Seit  der Reformation1535 gab es keine Prozessionen mehr und überhaupt war der Symbolwert der unterschiedlichen Himmelsrichtungen des Gotteshauses in alle Winde zerstoben. Das Westportal verlor seine Bedeutung, das Tor auf der Südseite wurde der Haupteingang der Kirchengemeinde, zeremonielle Sonderstrukturen wurden abgelehnt. In der ehemaligen Propstei residierten nun die herzoglichen Beamten, die Vögte. Die wohnten mit ihrer Familie im letzten übriggebliebenen Stiftsgebäude und einer von ihnen ließ sich bei Gelegenheit an die Südseite des schönen Dienstgebäudes einen Garten anbauen. Dass sich durch die östliche Gartenmauer das einstige Hauptportal der nun evangelischen Martinskirche in einer schmalen, dunklen Passage wiederfand, regte niemanden auf.
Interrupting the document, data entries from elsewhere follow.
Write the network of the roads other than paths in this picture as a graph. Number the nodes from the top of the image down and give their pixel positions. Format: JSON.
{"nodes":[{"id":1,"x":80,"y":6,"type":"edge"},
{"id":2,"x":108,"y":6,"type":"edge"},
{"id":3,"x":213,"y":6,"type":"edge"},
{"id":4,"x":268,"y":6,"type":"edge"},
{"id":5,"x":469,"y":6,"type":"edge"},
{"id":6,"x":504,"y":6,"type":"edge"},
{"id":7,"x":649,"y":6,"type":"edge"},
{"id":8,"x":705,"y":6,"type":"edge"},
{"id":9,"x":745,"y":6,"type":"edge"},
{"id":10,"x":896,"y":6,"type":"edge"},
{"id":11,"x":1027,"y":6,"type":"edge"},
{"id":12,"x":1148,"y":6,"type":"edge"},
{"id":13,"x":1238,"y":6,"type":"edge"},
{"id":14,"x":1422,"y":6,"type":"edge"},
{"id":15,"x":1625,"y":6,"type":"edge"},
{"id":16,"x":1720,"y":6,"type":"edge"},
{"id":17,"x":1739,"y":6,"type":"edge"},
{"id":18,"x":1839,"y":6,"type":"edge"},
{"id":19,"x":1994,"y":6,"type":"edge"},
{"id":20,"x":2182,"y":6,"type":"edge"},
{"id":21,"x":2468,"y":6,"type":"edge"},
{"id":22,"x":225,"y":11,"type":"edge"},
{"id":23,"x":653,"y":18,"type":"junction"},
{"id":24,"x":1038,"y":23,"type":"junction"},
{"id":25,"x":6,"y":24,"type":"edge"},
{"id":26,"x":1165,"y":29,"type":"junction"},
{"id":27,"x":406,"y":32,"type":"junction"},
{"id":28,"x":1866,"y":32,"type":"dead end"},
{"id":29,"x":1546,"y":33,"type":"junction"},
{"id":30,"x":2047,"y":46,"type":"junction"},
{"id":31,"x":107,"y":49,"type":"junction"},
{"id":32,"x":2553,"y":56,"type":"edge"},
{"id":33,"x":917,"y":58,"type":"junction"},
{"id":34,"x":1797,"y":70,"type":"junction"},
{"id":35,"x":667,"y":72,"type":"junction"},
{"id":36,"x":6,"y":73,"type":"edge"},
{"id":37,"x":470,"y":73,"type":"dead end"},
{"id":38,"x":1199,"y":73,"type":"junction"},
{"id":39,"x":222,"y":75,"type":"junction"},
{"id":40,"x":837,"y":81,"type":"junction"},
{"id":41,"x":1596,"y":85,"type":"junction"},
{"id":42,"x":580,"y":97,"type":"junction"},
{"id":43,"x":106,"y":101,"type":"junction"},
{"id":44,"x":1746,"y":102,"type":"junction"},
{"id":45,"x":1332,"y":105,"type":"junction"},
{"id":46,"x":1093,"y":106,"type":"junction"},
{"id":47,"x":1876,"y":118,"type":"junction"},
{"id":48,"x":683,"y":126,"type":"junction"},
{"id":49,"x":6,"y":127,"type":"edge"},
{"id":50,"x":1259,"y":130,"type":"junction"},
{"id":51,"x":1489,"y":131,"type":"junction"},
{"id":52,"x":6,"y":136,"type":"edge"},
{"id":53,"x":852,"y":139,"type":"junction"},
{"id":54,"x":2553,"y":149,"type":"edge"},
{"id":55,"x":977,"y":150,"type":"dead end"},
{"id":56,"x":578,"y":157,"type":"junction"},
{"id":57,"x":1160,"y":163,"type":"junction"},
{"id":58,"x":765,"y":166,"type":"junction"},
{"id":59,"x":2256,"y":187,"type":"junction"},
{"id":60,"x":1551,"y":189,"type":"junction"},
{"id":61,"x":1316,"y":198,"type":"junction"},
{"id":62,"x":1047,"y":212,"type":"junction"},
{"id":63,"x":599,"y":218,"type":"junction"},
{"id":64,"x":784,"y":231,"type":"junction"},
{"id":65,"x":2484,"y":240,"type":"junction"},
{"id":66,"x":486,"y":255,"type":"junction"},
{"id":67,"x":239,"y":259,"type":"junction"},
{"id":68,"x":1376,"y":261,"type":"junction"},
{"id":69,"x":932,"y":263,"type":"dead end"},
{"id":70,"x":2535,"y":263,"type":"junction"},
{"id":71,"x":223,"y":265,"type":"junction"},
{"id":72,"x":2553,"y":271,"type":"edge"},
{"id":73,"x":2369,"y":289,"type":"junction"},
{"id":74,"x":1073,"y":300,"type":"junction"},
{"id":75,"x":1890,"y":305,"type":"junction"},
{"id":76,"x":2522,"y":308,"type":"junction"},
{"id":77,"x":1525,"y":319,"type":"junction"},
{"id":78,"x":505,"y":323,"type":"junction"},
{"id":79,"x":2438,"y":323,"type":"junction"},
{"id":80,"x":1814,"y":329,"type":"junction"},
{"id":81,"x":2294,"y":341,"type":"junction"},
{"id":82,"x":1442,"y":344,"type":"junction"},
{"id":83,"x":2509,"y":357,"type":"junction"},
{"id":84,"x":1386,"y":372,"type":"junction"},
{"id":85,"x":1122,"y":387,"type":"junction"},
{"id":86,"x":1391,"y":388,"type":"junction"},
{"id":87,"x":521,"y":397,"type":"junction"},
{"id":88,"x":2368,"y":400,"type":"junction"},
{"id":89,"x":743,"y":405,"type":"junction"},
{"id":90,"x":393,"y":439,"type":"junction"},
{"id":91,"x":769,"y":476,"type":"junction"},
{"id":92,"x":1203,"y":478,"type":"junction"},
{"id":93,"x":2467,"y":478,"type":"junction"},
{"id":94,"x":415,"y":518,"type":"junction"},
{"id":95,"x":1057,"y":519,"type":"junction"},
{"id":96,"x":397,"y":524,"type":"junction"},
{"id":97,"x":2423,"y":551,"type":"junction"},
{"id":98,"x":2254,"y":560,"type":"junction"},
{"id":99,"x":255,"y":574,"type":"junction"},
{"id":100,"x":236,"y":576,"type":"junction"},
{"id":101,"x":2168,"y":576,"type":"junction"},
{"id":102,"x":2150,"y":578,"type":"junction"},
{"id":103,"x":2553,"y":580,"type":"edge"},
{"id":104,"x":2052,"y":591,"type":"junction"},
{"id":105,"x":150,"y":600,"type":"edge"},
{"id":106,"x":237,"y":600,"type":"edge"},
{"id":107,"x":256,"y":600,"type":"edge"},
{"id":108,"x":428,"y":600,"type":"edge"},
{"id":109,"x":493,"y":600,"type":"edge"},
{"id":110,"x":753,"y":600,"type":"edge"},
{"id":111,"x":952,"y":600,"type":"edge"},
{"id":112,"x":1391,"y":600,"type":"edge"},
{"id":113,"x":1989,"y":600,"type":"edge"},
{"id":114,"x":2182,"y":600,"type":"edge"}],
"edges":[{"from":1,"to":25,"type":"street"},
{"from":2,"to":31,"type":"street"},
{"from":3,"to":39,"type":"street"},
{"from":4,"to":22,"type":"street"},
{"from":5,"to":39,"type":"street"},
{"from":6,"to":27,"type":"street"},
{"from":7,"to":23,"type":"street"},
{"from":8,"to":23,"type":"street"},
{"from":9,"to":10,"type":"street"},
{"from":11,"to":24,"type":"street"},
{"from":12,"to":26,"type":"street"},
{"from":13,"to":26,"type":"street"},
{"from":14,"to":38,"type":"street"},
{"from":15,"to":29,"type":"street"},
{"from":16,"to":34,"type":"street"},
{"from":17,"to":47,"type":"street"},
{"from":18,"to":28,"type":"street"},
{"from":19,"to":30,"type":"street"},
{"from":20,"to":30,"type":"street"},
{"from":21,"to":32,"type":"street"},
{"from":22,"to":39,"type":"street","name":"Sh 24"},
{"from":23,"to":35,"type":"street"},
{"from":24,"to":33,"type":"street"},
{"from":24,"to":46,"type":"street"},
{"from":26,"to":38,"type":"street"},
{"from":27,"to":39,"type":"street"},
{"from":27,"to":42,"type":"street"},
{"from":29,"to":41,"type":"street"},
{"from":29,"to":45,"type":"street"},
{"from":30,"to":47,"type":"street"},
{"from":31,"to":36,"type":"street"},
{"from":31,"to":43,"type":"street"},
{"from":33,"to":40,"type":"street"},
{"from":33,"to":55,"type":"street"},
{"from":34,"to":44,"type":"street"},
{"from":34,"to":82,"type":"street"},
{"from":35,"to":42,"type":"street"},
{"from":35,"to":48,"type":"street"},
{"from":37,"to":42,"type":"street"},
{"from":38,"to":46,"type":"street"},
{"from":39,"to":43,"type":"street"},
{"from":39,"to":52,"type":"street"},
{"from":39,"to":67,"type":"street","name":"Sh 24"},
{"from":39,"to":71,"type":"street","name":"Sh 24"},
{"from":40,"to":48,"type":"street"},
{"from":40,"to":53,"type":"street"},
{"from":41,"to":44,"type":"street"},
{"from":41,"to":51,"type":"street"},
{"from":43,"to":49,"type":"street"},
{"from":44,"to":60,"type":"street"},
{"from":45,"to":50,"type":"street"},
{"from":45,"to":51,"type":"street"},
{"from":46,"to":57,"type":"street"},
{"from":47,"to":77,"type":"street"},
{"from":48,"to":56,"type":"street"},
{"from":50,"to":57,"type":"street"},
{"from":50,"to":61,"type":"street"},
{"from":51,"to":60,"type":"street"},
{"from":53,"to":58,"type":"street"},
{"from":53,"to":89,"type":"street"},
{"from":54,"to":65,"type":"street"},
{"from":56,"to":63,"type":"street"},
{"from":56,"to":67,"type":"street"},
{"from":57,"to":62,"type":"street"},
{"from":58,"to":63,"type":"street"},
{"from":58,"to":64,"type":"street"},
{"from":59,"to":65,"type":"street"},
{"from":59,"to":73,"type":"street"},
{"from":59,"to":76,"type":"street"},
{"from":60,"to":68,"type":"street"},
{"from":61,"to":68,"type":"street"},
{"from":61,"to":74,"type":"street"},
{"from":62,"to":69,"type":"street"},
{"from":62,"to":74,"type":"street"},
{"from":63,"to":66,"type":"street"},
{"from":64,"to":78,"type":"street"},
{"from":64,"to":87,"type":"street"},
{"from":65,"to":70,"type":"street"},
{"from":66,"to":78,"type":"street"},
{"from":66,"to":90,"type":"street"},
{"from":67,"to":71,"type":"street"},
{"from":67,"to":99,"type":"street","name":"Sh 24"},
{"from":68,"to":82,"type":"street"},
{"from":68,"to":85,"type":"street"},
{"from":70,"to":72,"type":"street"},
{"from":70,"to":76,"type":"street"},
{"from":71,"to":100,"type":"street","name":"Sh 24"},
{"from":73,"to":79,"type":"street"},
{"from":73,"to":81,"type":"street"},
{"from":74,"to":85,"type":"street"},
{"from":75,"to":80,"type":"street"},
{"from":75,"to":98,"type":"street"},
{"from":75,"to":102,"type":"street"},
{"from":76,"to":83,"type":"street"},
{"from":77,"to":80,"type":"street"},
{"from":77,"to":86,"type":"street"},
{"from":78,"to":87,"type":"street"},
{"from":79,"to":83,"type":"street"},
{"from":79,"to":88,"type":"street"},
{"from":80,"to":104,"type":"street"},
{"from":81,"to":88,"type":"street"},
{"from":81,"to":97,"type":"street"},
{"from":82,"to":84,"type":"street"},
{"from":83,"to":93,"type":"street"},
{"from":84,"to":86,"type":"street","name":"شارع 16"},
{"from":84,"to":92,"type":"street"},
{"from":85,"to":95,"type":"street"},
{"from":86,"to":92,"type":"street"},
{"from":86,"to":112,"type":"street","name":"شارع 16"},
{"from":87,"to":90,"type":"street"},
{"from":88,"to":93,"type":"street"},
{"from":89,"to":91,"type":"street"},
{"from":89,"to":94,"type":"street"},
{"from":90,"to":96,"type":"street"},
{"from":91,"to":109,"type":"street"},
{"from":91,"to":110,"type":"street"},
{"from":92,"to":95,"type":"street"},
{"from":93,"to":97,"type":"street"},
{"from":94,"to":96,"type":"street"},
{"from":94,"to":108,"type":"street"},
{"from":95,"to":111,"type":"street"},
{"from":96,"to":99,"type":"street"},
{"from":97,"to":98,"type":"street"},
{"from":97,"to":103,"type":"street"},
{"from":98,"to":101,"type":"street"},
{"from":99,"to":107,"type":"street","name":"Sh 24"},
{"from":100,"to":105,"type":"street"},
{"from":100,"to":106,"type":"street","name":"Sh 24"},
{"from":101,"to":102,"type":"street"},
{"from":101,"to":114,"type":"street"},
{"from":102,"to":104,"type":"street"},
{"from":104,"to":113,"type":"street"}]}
mögliche Ansicht der Westseite der Martinskirche im 19. Jahrhundert; die Gartenmauer links (Collage: phil)

Vielleicht hat man diesen neuen Garten dann folgerichtig den „Vogteigarten“ genannt. Als aber Anfang des 19. Jahrhunderts die Vögte zu beamteten „Oberamtmännern“ wurden, brauchte man einen neuen Namen. Es war die Zeit des romantischen Rückblicks auf die deutsche mittelalterliche Geschichte, mit der immer durchaus kreativ umgegangen wurde. War es also der in die Sagenwelt verliebte, aus Sindelfingen stammende Pfarrer Ottmar Schönhuth, der den Garten nun zum mittelalterlichen „Propsteigarten“ machte? (Wir kennen unzählige kleine, sagenartige Erzählungen von ihm; vielleicht hat er sich auch in die Rolle eines hoch gebildeten Propstes hineingeträumt.)

Wir nehmen den Propsteigarten hin; weil sein Name zwar historisch falsch ist, aber an einen bedeutenden Teil der Sindelfinger Geschichte erinnert: an das bis heute vermisste bedeutende Chorherrenstift, das 1477 in einem grausamen Akt von Sindelfingen nach Tübingen verlegt wurde.